Suspect is a British crime drama television series. Adapted by Matt Baker, it is based on the Danish series Face to Face (Forhøret), which was created by Christoffer Boe. Suspect premiered on 19 June 2022 on Channel 4.

It was commissioned for a second series, with Baker being replaced as writer by Joy Wilkinson and David Allison. That series began broadcast on 17 July 2024.

==Premise==
Detective Danny Frater, after finding his daughter's body in the mortuary, presumably by suicide, retraces her final days to discover what happened, interviewing a range of her acquaintances. In series 2, a hypnotherapist is visited by a man who says he wants to quit smoking.
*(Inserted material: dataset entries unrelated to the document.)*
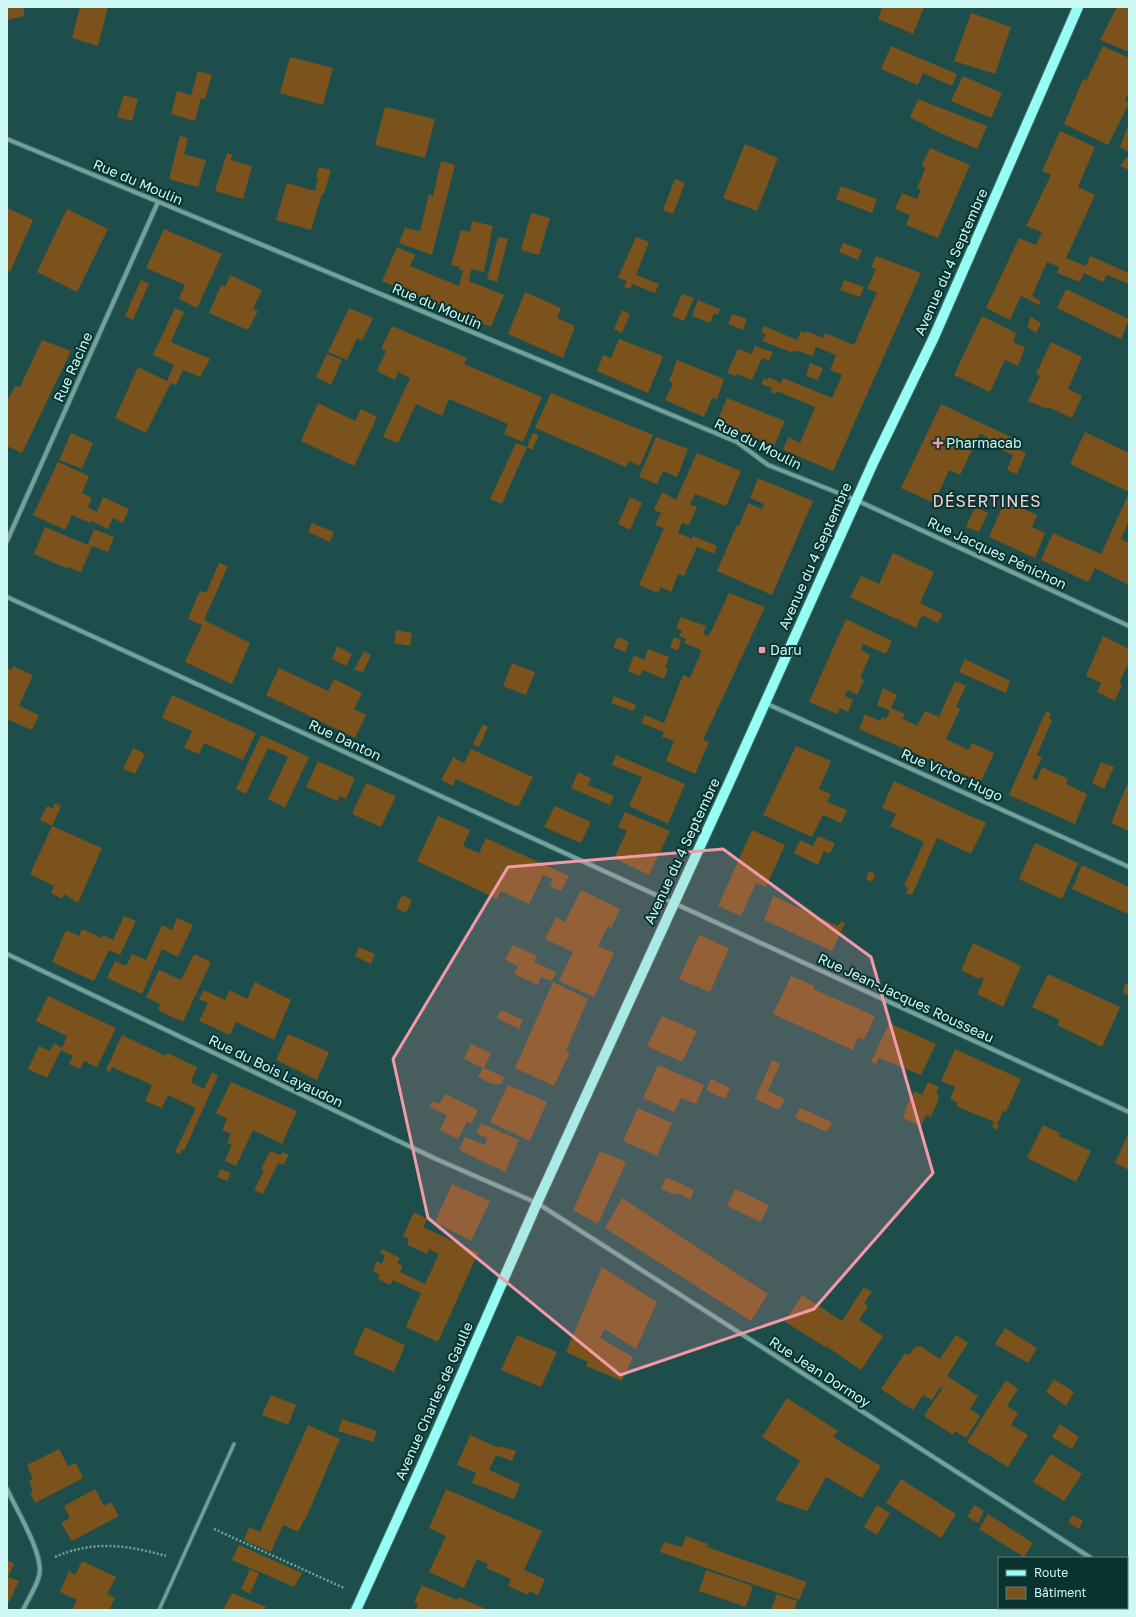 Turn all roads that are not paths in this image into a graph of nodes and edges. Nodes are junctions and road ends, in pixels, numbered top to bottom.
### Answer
1 (1078, 7) edge
2 (7, 139) edge
3 (158, 202) junction
4 (856, 500) junction
5 (7, 541) edge
6 (7, 597) edge
7 (1129, 626) edge
8 (765, 703) junction
9 (1129, 867) edge
10 (674, 904) junction
11 (7, 954) edge
12 (1129, 1112) edge
13 (537, 1203) junction
14 (234, 1444) dead end
15 (7, 1489) edge
16 (1090, 1557) edge
17 (23, 1610) edge
18 (159, 1610) edge
19 (356, 1610) edge

1 - 4 main road, Avenue du 4 Septembre
2 - 3 street, Rue du Moulin
3 - 4 street, Rue du Moulin
3 - 5 street, Rue Racine
4 - 7 street, Rue Jacques Pénichon
4 - 8 main road, Avenue du 4 Septembre
6 - 10 street, Rue Danton
8 - 9 street, Rue Victor Hugo
8 - 10 main road, Avenue du 4 Septembre
10 - 12 street, Rue Jean-Jacques Rousseau
10 - 13 main road, Avenue du 4 Septembre
11 - 13 street, Rue du Bois Layaudon
13 - 16 street, Rue Jean Dormoy
13 - 19 main road, Avenue Charles de Gaulle
14 - 18 lane
15 - 17 street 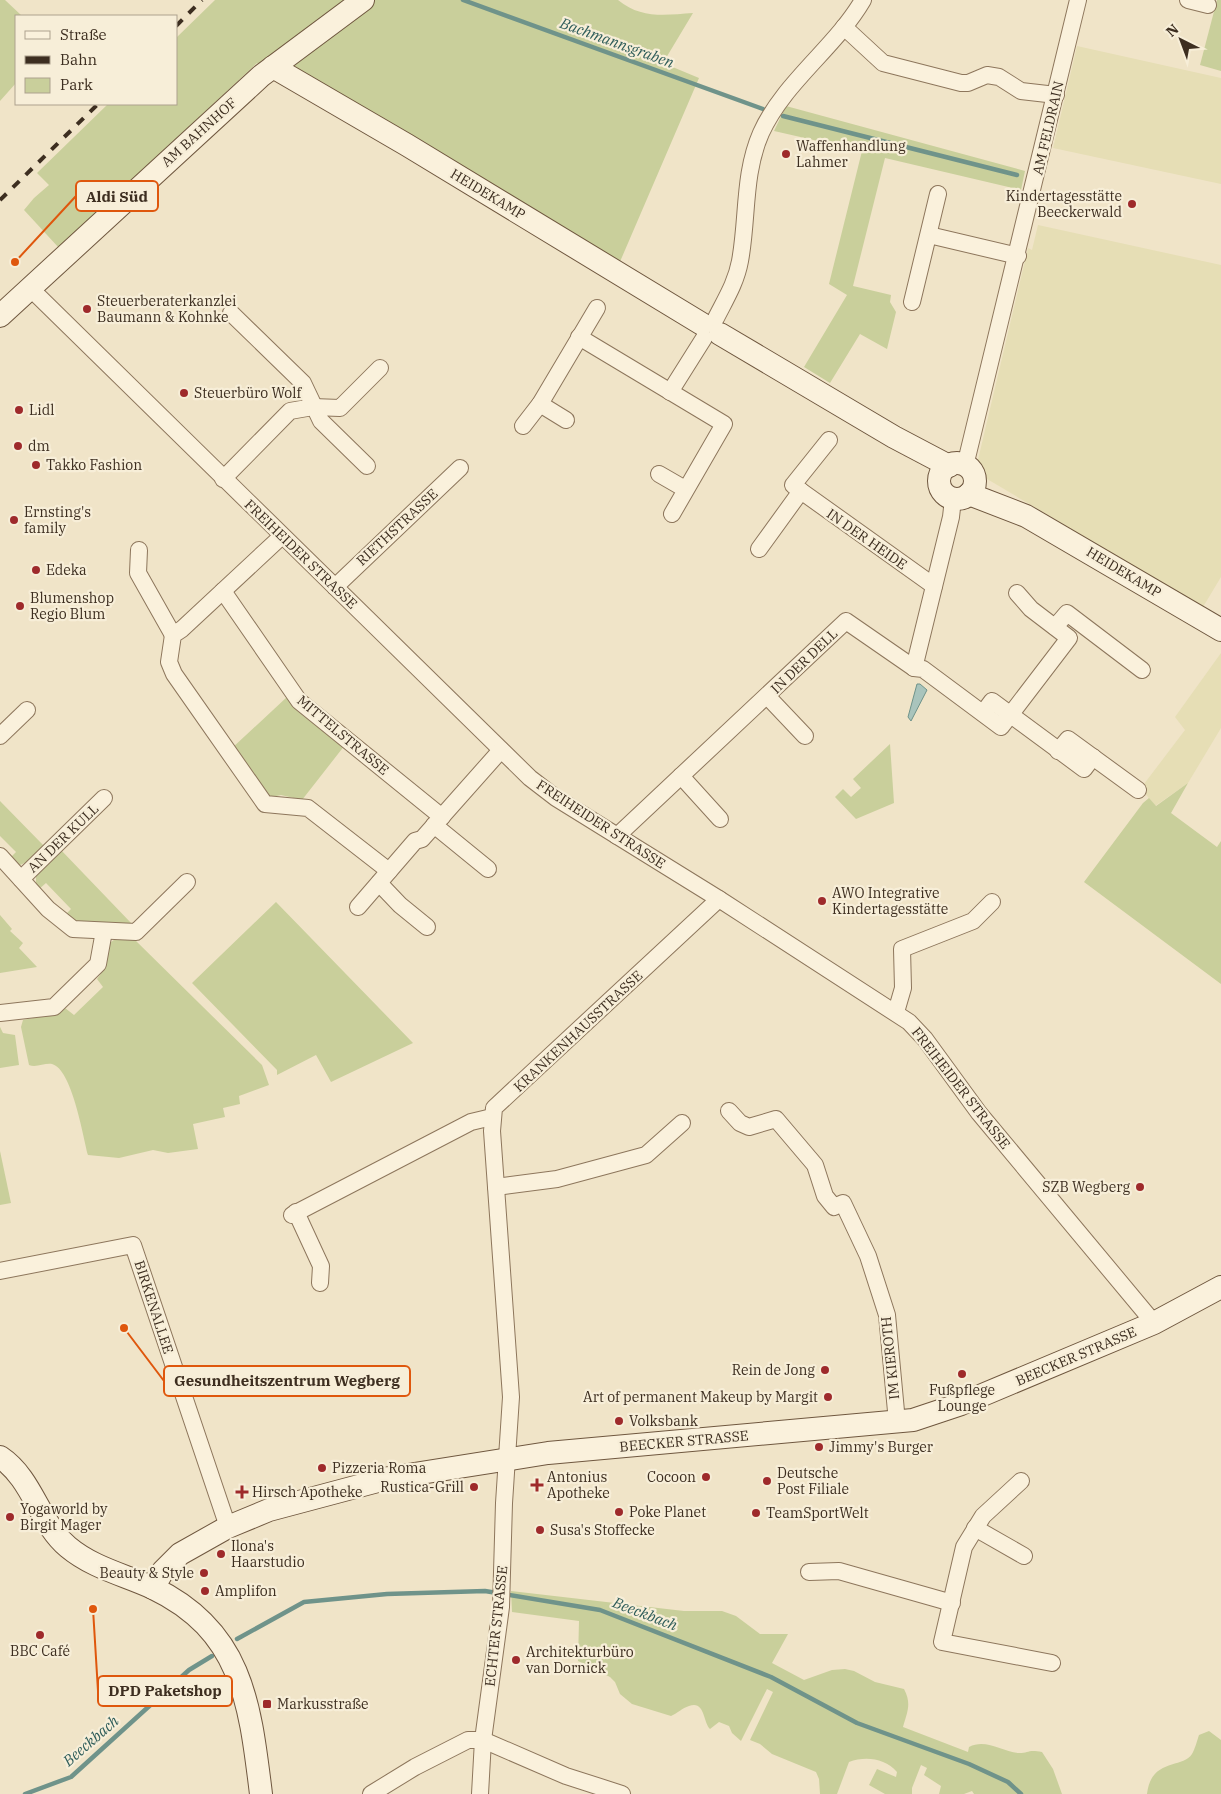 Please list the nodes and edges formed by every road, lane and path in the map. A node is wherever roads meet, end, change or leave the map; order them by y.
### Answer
1 (363, 0) edge
2 (863, 0) edge
3 (1078, 0) edge
4 (1188, 0) edge
5 (1208, 5) dead end
6 (844, 27) junction
7 (273, 68) junction
8 (1056, 96) junction
9 (938, 194) dead end
10 (929, 235) junction
11 (1018, 256) junction
12 (30, 288) junction
13 (912, 302) dead end
14 (597, 308) dead end
15 (231, 313) dead end
16 (0, 316) edge
17 (710, 329) junction
18 (579, 337) junction
19 (380, 368) dead end
20 (670, 392) junction
21 (540, 404) junction
22 (313, 407) junction
23 (566, 420) dead end
24 (523, 426) dead end
25 (829, 440) dead end
26 (367, 466) dead end
27 (460, 468) dead end
28 (658, 474) dead end
29 (223, 479) junction
30 (958, 481) junction
31 (685, 489) junction
32 (801, 491) junction
33 (672, 514) dead end
34 (282, 536) junction
35 (759, 549) dead end
36 (139, 550) dead end
37 (934, 586) junction
38 (335, 587) junction
39 (223, 592) junction
40 (1017, 593) dead end
41 (1081, 624) junction
42 (1055, 627) junction
43 (1221, 630) edge
44 (173, 635) junction
45 (1069, 638) junction
46 (914, 668) junction
47 (1142, 670) dead end
48 (767, 696) junction
49 (27, 710) dead end
50 (1011, 715) junction
51 (0, 736) edge
52 (805, 736) dead end
53 (501, 750) junction
54 (681, 776) junction
55 (1138, 790) dead end
56 (104, 798) dead end
57 (720, 819) dead end
58 (438, 821) junction
59 (617, 836) junction
60 (0, 856) edge
61 (488, 870) dead end
62 (384, 877) junction
63 (21, 879) junction
64 (187, 882) dead end
65 (719, 899) junction
66 (992, 902) dead end
67 (358, 907) dead end
68 (427, 927) dead end
69 (104, 931) junction
70 (896, 1012) junction
71 (0, 1013) edge
72 (729, 1111) dead end
73 (492, 1117) junction
74 (682, 1123) dead end
75 (496, 1187) junction
76 (0, 1271) edge
77 (320, 1284) dead end
78 (1221, 1287) edge
79 (1154, 1323) junction
80 (897, 1422) junction
81 (0, 1457) edge
82 (508, 1457) junction
83 (1021, 1481) dead end
84 (228, 1527) junction
85 (975, 1528) junction
86 (1024, 1556) dead end
87 (809, 1572) dead end
88 (153, 1588) junction
89 (952, 1603) junction
90 (1052, 1663) dead end
91 (483, 1740) junction
92 (261, 1794) edge
93 (371, 1794) edge
94 (480, 1794) edge
95 (622, 1794) edge

1 - 7 street, AM BAHNHOF
2 - 6 street
3 - 8 street, AM FELDRAIN
4 - 5 street
6 - 8 street
6 - 17 street
7 - 12 street, AM BAHNHOF
7 - 17 street, HEIDEKAMP
8 - 11 street, AM FELDRAIN
9 - 10 street
10 - 11 street
10 - 13 street
11 - 30 street, AM FELDRAIN
12 - 16 street, AM BAHNHOF
12 - 29 street, FREIHEIDER STRASSE
14 - 18 street
15 - 22 street
17 - 20 street
17 - 30 street, HEIDEKAMP
18 - 20 street
18 - 21 street
19 - 22 street
20 - 31 street
21 - 23 street
21 - 24 street
22 - 26 street
22 - 29 street
25 - 32 street
27 - 38 street, RIETHSTRASSE
28 - 31 street
29 - 34 street, FREIHEIDER STRASSE
30 - 37 street
30 - 43 street, HEIDEKAMP
31 - 33 street
32 - 35 street
32 - 37 street, IN DER HEIDE
34 - 38 street, FREIHEIDER STRASSE
34 - 39 street
36 - 44 street
37 - 46 street
38 - 53 street, FREIHEIDER STRASSE
39 - 44 street
39 - 58 street, MITTELSTRASSE
40 - 42 street
41 - 42 street
41 - 45 street
41 - 47 street
42 - 45 street
44 - 62 street
45 - 50 street
46 - 48 street, IN DER DELL
46 - 50 street
48 - 52 street, IN DER DELL
48 - 54 street, IN DER DELL
49 - 51 street
50 - 55 street
53 - 58 street
53 - 59 street, FREIHEIDER STRASSE
54 - 57 street
54 - 59 street, IN DER DELL
56 - 63 street, AN DER KULL
58 - 61 street, MITTELSTRASSE
58 - 62 street
59 - 65 street, FREIHEIDER STRASSE
60 - 63 street, AN DER KULL
62 - 67 street
62 - 68 street
63 - 69 street, AN DER KULL
64 - 69 street, AN DER KULL
65 - 70 street, FREIHEIDER STRASSE
65 - 73 street, KRANKENHAUSSTRASSE
66 - 70 street
69 - 71 street
70 - 79 street, FREIHEIDER STRASSE
72 - 80 street, IM KIEROTH
73 - 75 street
73 - 77 street
74 - 75 street
75 - 82 street
76 - 84 street, BIRKENALLEE
78 - 79 street, BEECKER STRASSE
79 - 80 street, BEECKER STRASSE
80 - 82 street, BEECKER STRASSE
81 - 88 street
82 - 84 street, BEECKER STRASSE
82 - 91 street, ECHTER STRASSE
83 - 85 street
84 - 88 street, BEECKER STRASSE
85 - 86 street
85 - 89 street
87 - 89 street
88 - 92 street
89 - 90 street
91 - 93 street
91 - 94 street, ECHTER STRASSE
91 - 95 street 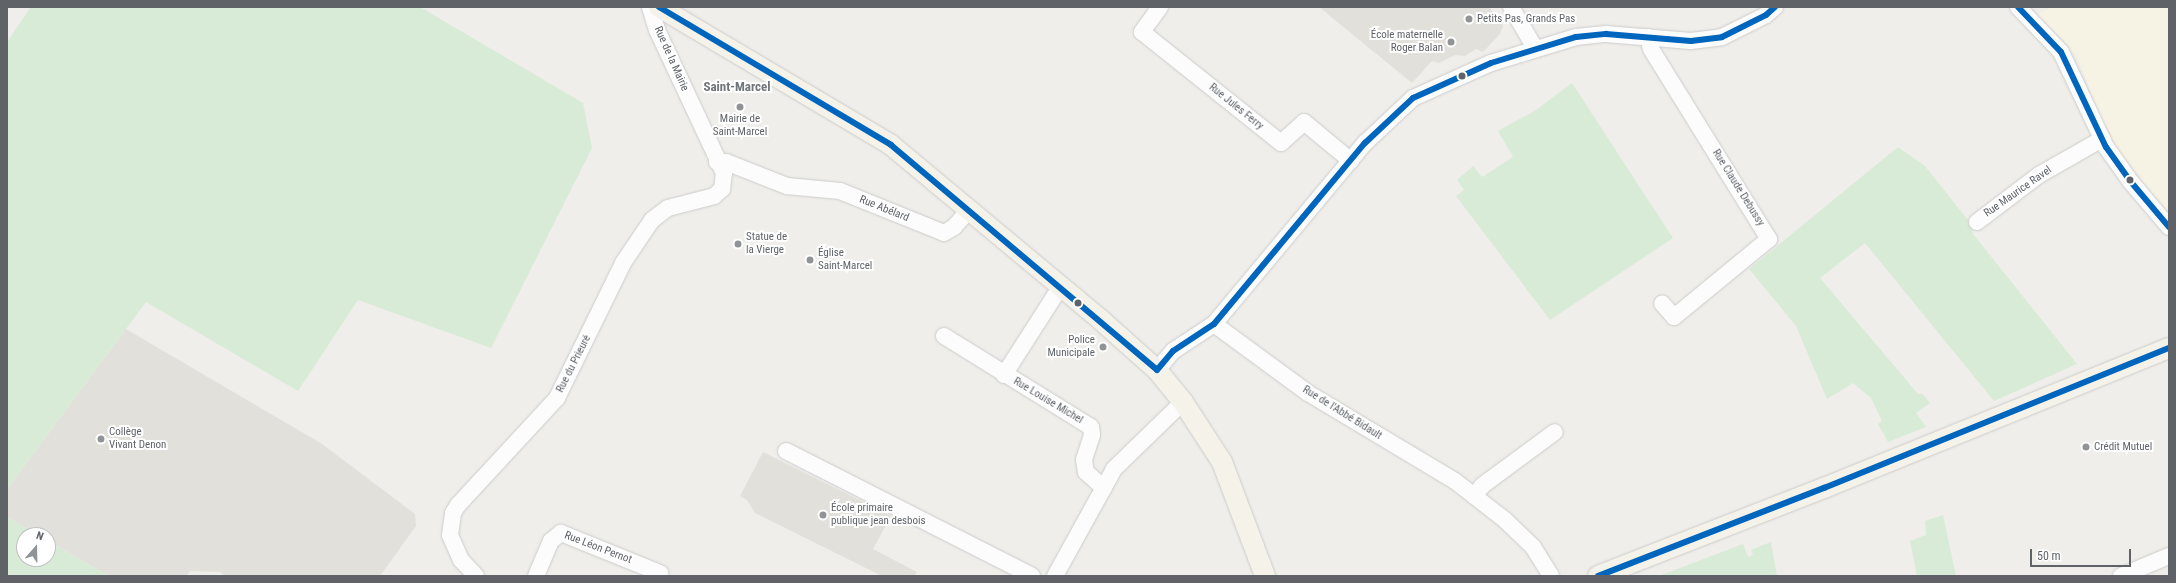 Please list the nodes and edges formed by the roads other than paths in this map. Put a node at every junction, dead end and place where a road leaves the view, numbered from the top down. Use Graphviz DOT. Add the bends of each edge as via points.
graph roads {
  1 [pos="650,7"];
  2 [pos="659,7"];
  3 [pos="1160,7"];
  4 [pos="1511,7"];
  5 [pos="1775,7"];
  6 [pos="2018,7"];
  7 [pos="1648,37"];
  8 [pos="1535,48"];
  9 [pos="2102,139"];
  10 [pos="1351,161"];
  11 [pos="716,162"];
  12 [pos="722,189"];
  13 [pos="970,209"];
  14 [pos="1977,222"];
  15 [pos="2169,227"];
  16 [pos="1061,286"];
  17 [pos="1662,303"];
  18 [pos="1214,324"];
  19 [pos="944,336"];
  20 [pos="2169,348"];
  21 [pos="1157,370"];
  22 [pos="1004,375"];
  23 [pos="1183,402"];
  24 [pos="1555,432"];
  25 [pos="786,450"];
  26 [pos="1104,488"];
  27 [pos="1474,496"];
  28 [pos="2169,556"];
  29 [pos="465,570"];
  30 [pos="660,573"];
  31 [pos="536,576"];
  32 [pos="1032,576"];
  33 [pos="1054,576"];
  34 [pos="1265,576"];
  35 [pos="1551,576"];
  36 [pos="1598,576"];
  37 [pos="2121,576"];
  1 -- 11 [label="street, Rue de la Mairie" via="657,30"];
  2 -- 13 [label="main road" via="891,145"];
  3 -- 10 [label="street, Rue Jules Ferry" via="1142,32 1281,143 1304,122"];
  4 -- 8 [label="street"];
  5 -- 7 [label="street" via="1766,15 1722,37 1691,41"];
  6 -- 9 [label="street" via="2061,52"];
  7 -- 8 [label="street" via="1606,34 1576,36"];
  7 -- 17 [label="street, Rue Claude Debussy" via="1651,49 1769,238 1674,316"];
  8 -- 10 [label="street" via="1413,98 1365,143"];
  9 -- 14 [label="street, Rue Maurice Ravel" via="2039,175"];
  9 -- 15 [label="street" via="2131,182"];
  10 -- 18 [label="street"];
  11 -- 12 [label="street, Rue de la Mairie" via="724,173"];
  11 -- 13 [label="street, Rue Abélard" via="726,162 787,186 840,191 944,233 954,227"];
  12 -- 29 [label="street, Rue du Prieuré" via="714,196 668,208 652,220 623,263 557,398 476,484 453,513 450,535"];
  13 -- 16 [label="main road"];
  16 -- 21 [label="main road"];
  16 -- 22 [label="street, Rue Louise Michel"];
  18 -- 21 [label="street" via="1173,351"];
  18 -- 27 [label="street, Rue de l'Abbé Bidault" via="1308,393 1433,467"];
  19 -- 22 [label="street, Rue Louise Michel"];
  20 -- 36 [label="main road" via="1824,488"];
  21 -- 23 [label="main road"];
  22 -- 26 [label="street, Rue Louise Michel" via="1091,427 1092,435 1084,460 1086,472"];
  23 -- 26 [label="street" via="1114,469"];
  23 -- 34 [label="main road" via="1222,462"];
  24 -- 27 [label="street" via="1482,485"];
  25 -- 32 [label="street"];
  26 -- 33 [label="street"];
  27 -- 35 [label="street, Rue de l'Abbé Bidault" via="1505,520 1533,547"];
  28 -- 37 [label="street"];
  30 -- 31 [label="street, Rue Léon Pernot" via="561,533 551,541"];
}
Under hypnosis, he says he kills girls and she must stop him.

==Cast==
===Series 1===
- James Nesbitt as Danny Frater

- Sacha Dhawan as Jaisal
- Anne-Marie Duff as Susannah
- Sam Heughan as Ryan
- Niamh Algar as Nicola
- Richard E. Grant as Harry
- Ben Miller as Richard
- Antonia Thomas as Maia
- Joely Richardson as Jackie Sowden

- Imogen King as Christina

===Series 2===
- Anne-Marie Duff as Dr Susannah Newman
- Dominic Cooper as Jon Fallow
- Ben Miller as Detective Superintendent Richard Groves
- Tamsin Greig as Natasha Groves
- Vinette Robinson as Louisa McAdams
- Eddie Marsan as Alistair Underwood
- Céline Buckens as Sapphire
- Nicholas Pinnock as Joseph
- Gina McKee as Kate
- Ricky Champ as Carter
- Liam Smith as Clive

==Production==
The first series was commissioned by Channel 4 in September 2021. Filming for the series began the following month, and generated slight controversy as customers were turned away while filming was undertaken at a Texaco in Vauxhall during the fuel crisis.

==Episodes==
===Series 1===

| No. | Title | Directed by | Written by | Original release date | UK viewers (millions) |
|---|---|---|---|---|---|
| 1 | "Jackie" | Dries Vos | Matt Baker | 19 June 2022 | N/A |
| 2 | "Nicola" | Dries Vos | Matt Baker | 19 June 2022 | N/A |
| 3 | "Maia" | Dries Vos | Matt Baker | 19 June 2022 | N/A |
| 4 | "Jaisal" | Dries Vos | Matt Baker | 19 June 2022 | N/A |
| 5 | "Ryan" | Dries Vos | Matt Baker | 19 June 2022 | N/A |
| 6 | "Harry" | Dries Vos | Matt Baker | 19 June 2022 | N/A |
| 7 | "Susannah" | Dries Vos | Matt Baker | 19 June 2022 | N/A |
| 8 | "Danny" | Dries Vos | Matt Baker | 19 June 2022 | N/A |

===Series 2===

| No. | Title | Directed by | Written by | Original release date | UK viewers (millions) |
|---|---|---|---|---|---|
| 1 | "Jon" | Carolina Giammetta | Joy Wilkinson | 17 July 2024 | N/A |
| 2 | "Richard & Natasha" | Carolina Giammetta | Joy Wilkinson | 17 July 2024 | N/A |
| 3 | "Louisa" | Carolina Giammetta | Joy Wilkinson | 18 July 2024 | N/A |
| 4 | "Alistair" | Carolina Giammetta | Joy Wilkinson | 18 July 2024 | N/A |
| 5 | "Sapphire" | Carolina Giammetta | David Allison | 24 July 2024 | N/A |
| 6 | "Joseph" | Carolina Giammetta | David Allison | 24 July 2024 | N/A |
| 7 | "Kate" | Carolina Giammetta | David Allison | 25 July 2024 | N/A |
| 8 | "Emma & Ben" | Carolina Giammetta | Joy Wilkinson | 25 July 2024 | N/A |

==Reception==
The critical response to the first series was mediocre. Rebecca Nicholson in The Guardian labelled it an "awfully cartoonish crime series" and awarded it two out of five stars. Nick Hilton in The Independent also gave it two out of five stars, and wrote that DS Danny Frater is "hitting every cliché possible, from every genre of detective fiction." Another two stars review was published in the i paper by Rachael Sigee, who stated that "Suspect’s wordy half-hour instalments offered a lot of script but didn’t seem to be saying very much or do enough to make you care about the characters". On Metacritic, the series holds a score of 49, "Mixed or average reviews".